Ben Proud is betting big on the Enhanced Games, and he's betting on himself. The former British Olympian signed on for a mid-six-figure payday and stands to earn another $1.25 million if he breaks the 50-meter freestyle world record on Sunday night. But as the controversial event faces withering criticism from anti-doping authorities worldwide, Proud is pushing back against accusations that watching elite athletes use performance-enhancing drugs on camera will inspire younger competitors to follow suit.
"There is a blurry line," Proud acknowledged when pressed on the World Anti-Doping Agency's concern. "I can't argue against it. But to me, if you understand the stories of the people who are here, you'll understand that we've done our career clean and we're doing this for a very good reason.
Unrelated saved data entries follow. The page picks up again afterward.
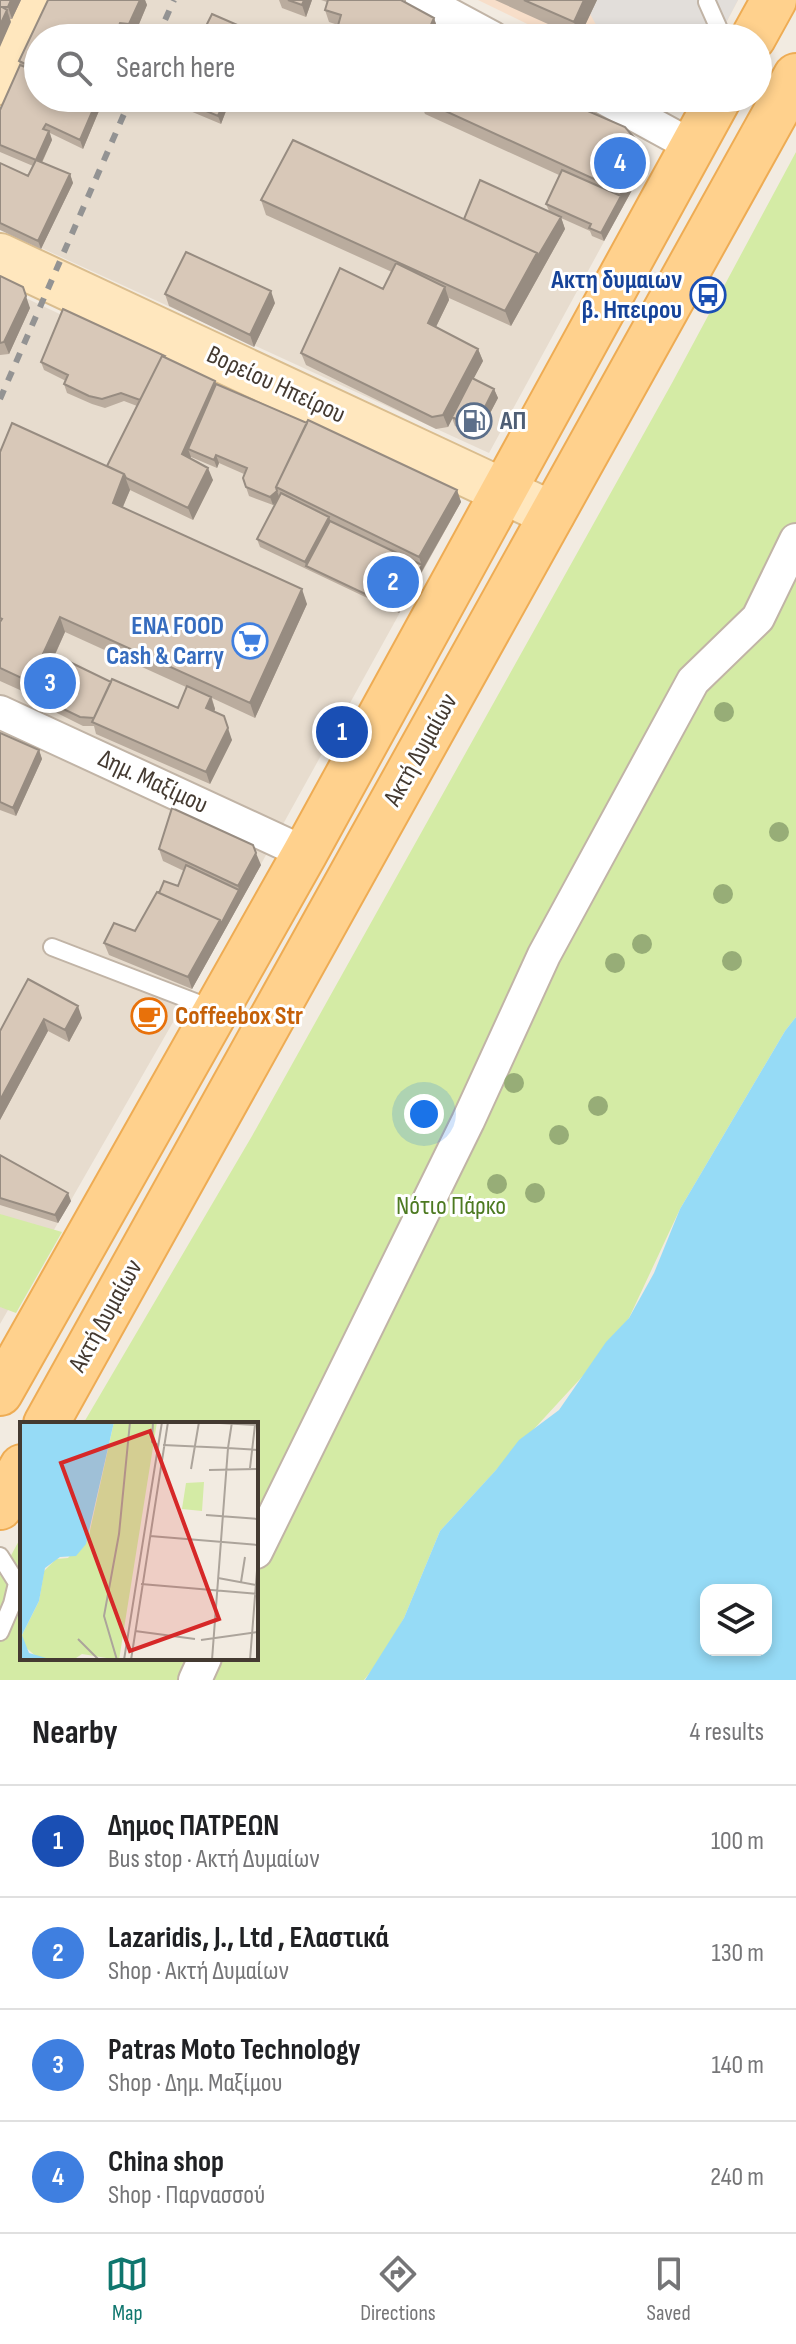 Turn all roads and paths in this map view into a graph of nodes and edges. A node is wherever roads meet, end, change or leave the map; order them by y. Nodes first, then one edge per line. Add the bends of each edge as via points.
1 (37, 0) edge
2 (422, 0) edge
3 (774, 0) edge
4 (707, 2) edge
5 (26, 24) edge
6 (467, 24) edge
7 (717, 24) edge
8 (761, 24) edge
9 (24, 29) edge
10 (796, 76) edge
11 (0, 82) edge
12 (630, 112) edge
13 (711, 112) edge
14 (692, 146) junction
15 (0, 256) edge
16 (503, 491) junction
17 (552, 514) junction
18 (796, 540) edge
19 (0, 712) edge
20 (305, 853) junction
21 (52, 947) dead end
22 (217, 1011) junction
23 (0, 1393) edge
24 (47, 1422) edge
25 (20, 1471) edge
26 (0, 1507) edge
27 (258, 1548) edge
28 (0, 1556) edge
29 (0, 1632) edge
30 (204, 1660) edge
31 (195, 1680) edge

1 - 5 main road
2 - 6 street
3 - 8 main road
4 - 7 lane
9 - 11 main road
10 - 17 main road, Ακτή Δυμαίων
12 - 14 street
13 - 14 main road, Ακτή Δυμαίων
14 - 16 main road, Ακτή Δυμαίων
15 - 16 main road, Βορείου Ηπείρου
16 - 17 main road, Βορείου Ηπείρου
16 - 20 main road, Ακτή Δυμαίων
17 - 24 main road, Ακτή Δυμαίων
18 - 27 street via 758,618 693,681 558,927
19 - 20 street, Δημ. Μαξίμου
20 - 22 main road, Ακτή Δυμαίων
21 - 22 lane
22 - 23 main road, Ακτή Δυμαίων
25 - 26 main road
28 - 29 lane via 17,1583
30 - 31 street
And more importantly, under the safest environment possible."
The 31-year-old Paris 2024 silver medalist was explicit about the performance gains at stake. He and his Greek rival Kristian Gkolomeev will benefit from banned polyurethane skinsuits and pharmaceutical enhancements unavailable in traditional competition. Proud estimated the combined advantage at one to two percent per substance, enough potentially to shatter the existing world mark. "I wouldn't be surprised if both of us go under the official world record," he said.
Despite knowing his reputation would take a hit, Proud insisted he was at peace with the decision. "I'm not worried about my reputation," he said. "I knew stepping over to the Enhanced Games was going to change a lot about my image and what people think about me. But if you understand me and my career, the 10 years that I had were all clean. That is in the past. And what I do now is a very different Ben Proud."
Fellow British athlete Reece Prescod, a 100-meter sprinter emerging from retirement for the event, took a similar defensive posture. He noted his unblemished anti-doping record and suggested there was already substantial appetite among retired competitors for the opportunity. "I think people want to join," Prescod said. "There are some that whisper, what's Enhanced like? What's your contract like? There's always that kind of secret inquiry."
Yet Prescod doubted other British athletes would follow his path. "I don't think anyone's brave enough," he said.
Event organizers sought to counter safety concerns by emphasizing technical rigor. Rick Adams, the Enhanced Games' chief sporting officer, highlighted world-class timing systems, elite officiating, and venues meeting Olympic standards. Max Martin, the event's CEO, framed the initiative as inevitable adaptation to a reality already unfolding in secret. "It's not the use of performance-enhancing substances that's dangerous, it's the misuse," Martin argued. "Our approach is not to be naive and pretend it's not happening, but to take what's happening in the shadows, put it in the open, and put the right clinical and medical supervisory framework around it."
The World Anti-Doping Agency rejected this reasoning entirely, calling the Enhanced Games "a dangerous and irresponsible concept." The agency cited documented cases of athletes suffering serious long-term injury or death from prohibited substance use, and the event has drawn universal condemnation from mainstream sporting bodies.
Author James Rodriguez: "Proud and his peers keep insisting they're heroes of transparency, but paying athletes millions to break anti-doping rules on live television and then claiming it's 'safe' is a hard sell that ignores why those rules existed in the first place."